ポーランドからの女性ジャズ・ヴォーカル:アガ・ザリヤンAga Zaryan「My Lullaby」

温かさのある本格的ジャズ・ヴォーカルを聴かせてくれるアガ・ザリアン

 あのポーランドのジャズ界は今や注目の世界。先日取り上げたマルチン・ボシレフスキのピアノ・トリオに感動して、もう一つ女性ボーカルにも焦点を当てざるを得ない。

Mylullaby 「AGA ZARYAN / MY LULLABY」 EMI Blue Note X-0949422 ,  2010

 昨年(2010年3月)発売されたアガ・ザリアンAga Zaryanの5thアルバム「Looking Walking Being」が好評であった(日本でも注目を浴びた)ことによって、彼女のデビュー・アルバムがリマスターされ発売されたものだ。このアルバムはもともとポーランドはワルシャワで2001年9月に録音、2002年にリリースされ、そしてほぼ10年後の今に我々に届いたわけだ。
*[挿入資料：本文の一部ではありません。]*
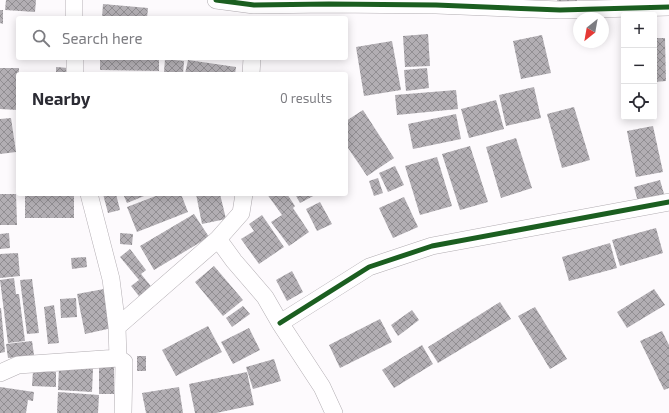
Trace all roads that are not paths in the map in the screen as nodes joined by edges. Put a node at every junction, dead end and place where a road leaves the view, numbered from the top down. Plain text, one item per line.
1 (74, 0) edge
2 (216, 0) edge
3 (669, 7) edge
4 (256, 12) edge
5 (74, 16) edge
6 (75, 60) edge
7 (252, 60) edge
8 (75, 72) edge
9 (251, 72) edge
10 (90, 196) edge
11 (244, 196) edge
12 (669, 202) edge
13 (218, 239) junction
14 (280, 323) junction
15 (117, 327) junction
16 (118, 358) junction
17 (0, 373) edge
18 (123, 413) edge
19 (334, 413) edge

1 - 5 street
2 - 4 street
3 - 4 street
6 - 8 street
7 - 9 street
10 - 15 street
11 - 13 street
12 - 14 street
13 - 14 street
13 - 15 street
14 - 19 street
15 - 16 street
16 - 17 street
16 - 18 street

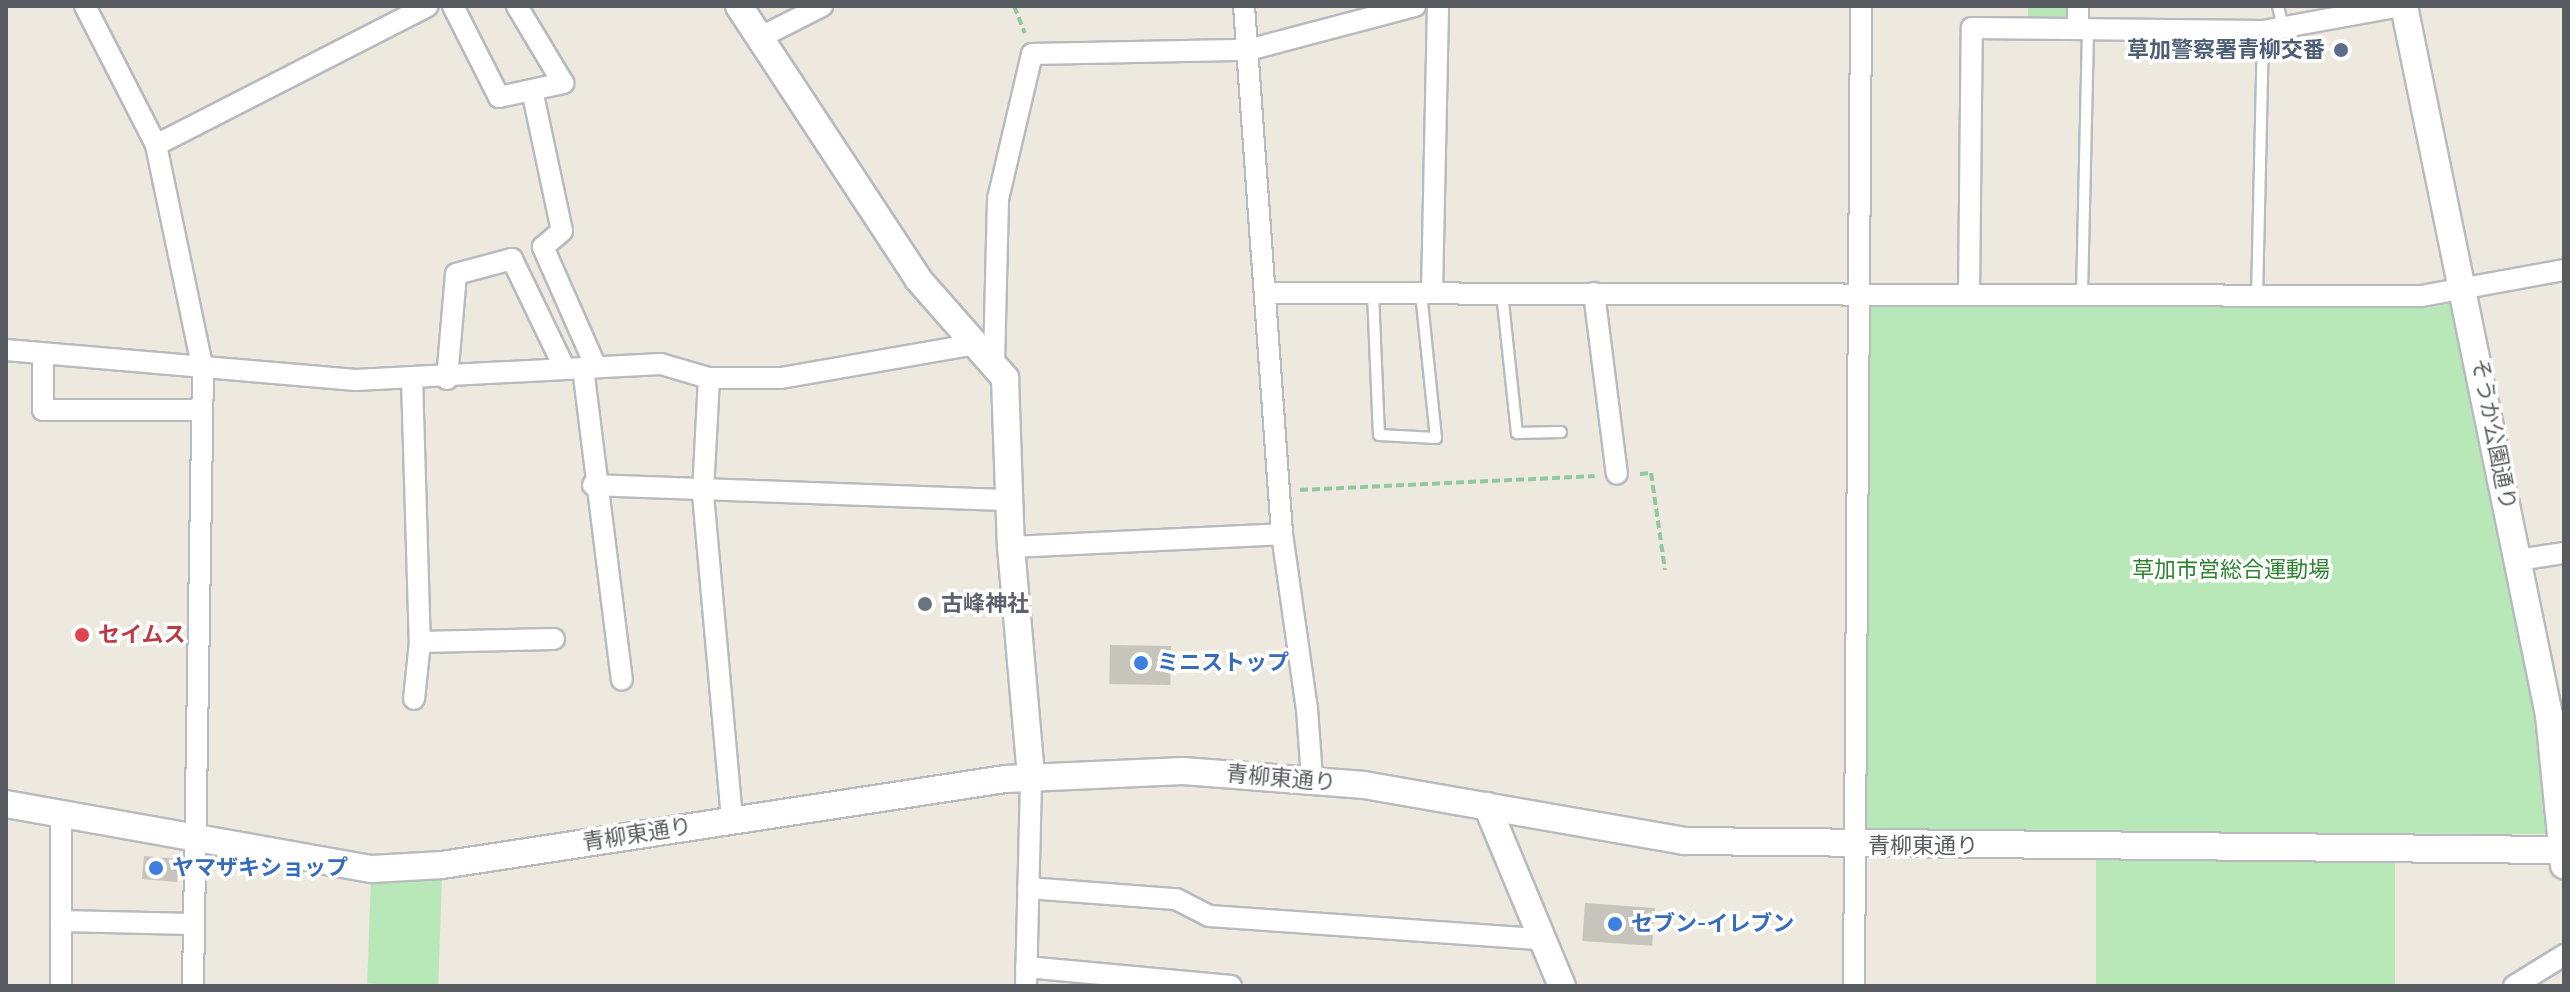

 まず驚きは、これがデビュー・アルバムか?と思わせるところ。中身はジャズのエッセンスが十分に盛り込まれている。彼女のヴォーカルは実にオーソドックスでダイナミックな唱法で好感が持てる。声の質も充実していて高音部がややハスキーになるが、その点も魅力。そしてなんと言っても彼女の歌声には温かさが感じられるところは出色だ。
 このバック・バンドは・・・・
   Darek Oleszkiewwicz (double bass)
   Tomasz Szukalski (tenor Sax.)
   Michal Tokaj (piano)
   lukasz Zyta (drums)
といったBassのDarekを中心としたカルテットだ。

Agazaryanphoto2  女性ヴォーカルものは、最近の傾向としてバック・バンドは比較的前面に出ないで、歌声を支えるパターンが多いが、このアルバムはそうではない。Drumsはあまり暴れないが、Tenor Sax.、Piano そして Bass が、それぞれの曲で前面に出て演奏する。アガのヴォーカルと対等に主張して演奏するところが面白い。
 そして又録音が実に良いのだ。この音の良さもアルバムの出来をバック・アップしている。

(List)
   1. to see a world
   2. waltz for debby
   3. i've got the world on a string
   4. my lullaby
   5. you and the night and the music
   6. i put a spell on you
   7. never said(chan's song) /trust me
   8. still we dream(ugly beaty)
   9. i hear music
  10. polka dots and moonbeams

 私のお薦めは、やっぱりタイトル曲の”my lullaby”だ。スローな展開の中に味わいが濃い。サックスの演奏と競うような彼女のヴォーカルを聴くと、これは彼女の歌声が、曲を展開する楽器群の中の重要なポイントを占めている一つの音とも言える役割である。
 ジャズの楽しさは、”i've got the world on string”、”you and the night and the music”、”i hear music”の3曲だろう。全楽器の演奏が代わる代わる主役を演じて乗ってくるところはお見事である。
 ピアノとの彼女の関わりが楽しい”still we dream”とか、”to see a world”、”never said”はサックスが主張して面白い仕上げ。
 最後の”polka dots and moonbeams ”は、ベースのみのバツクに彼女の歌唱力をみせつけて静かに幕を降ろす。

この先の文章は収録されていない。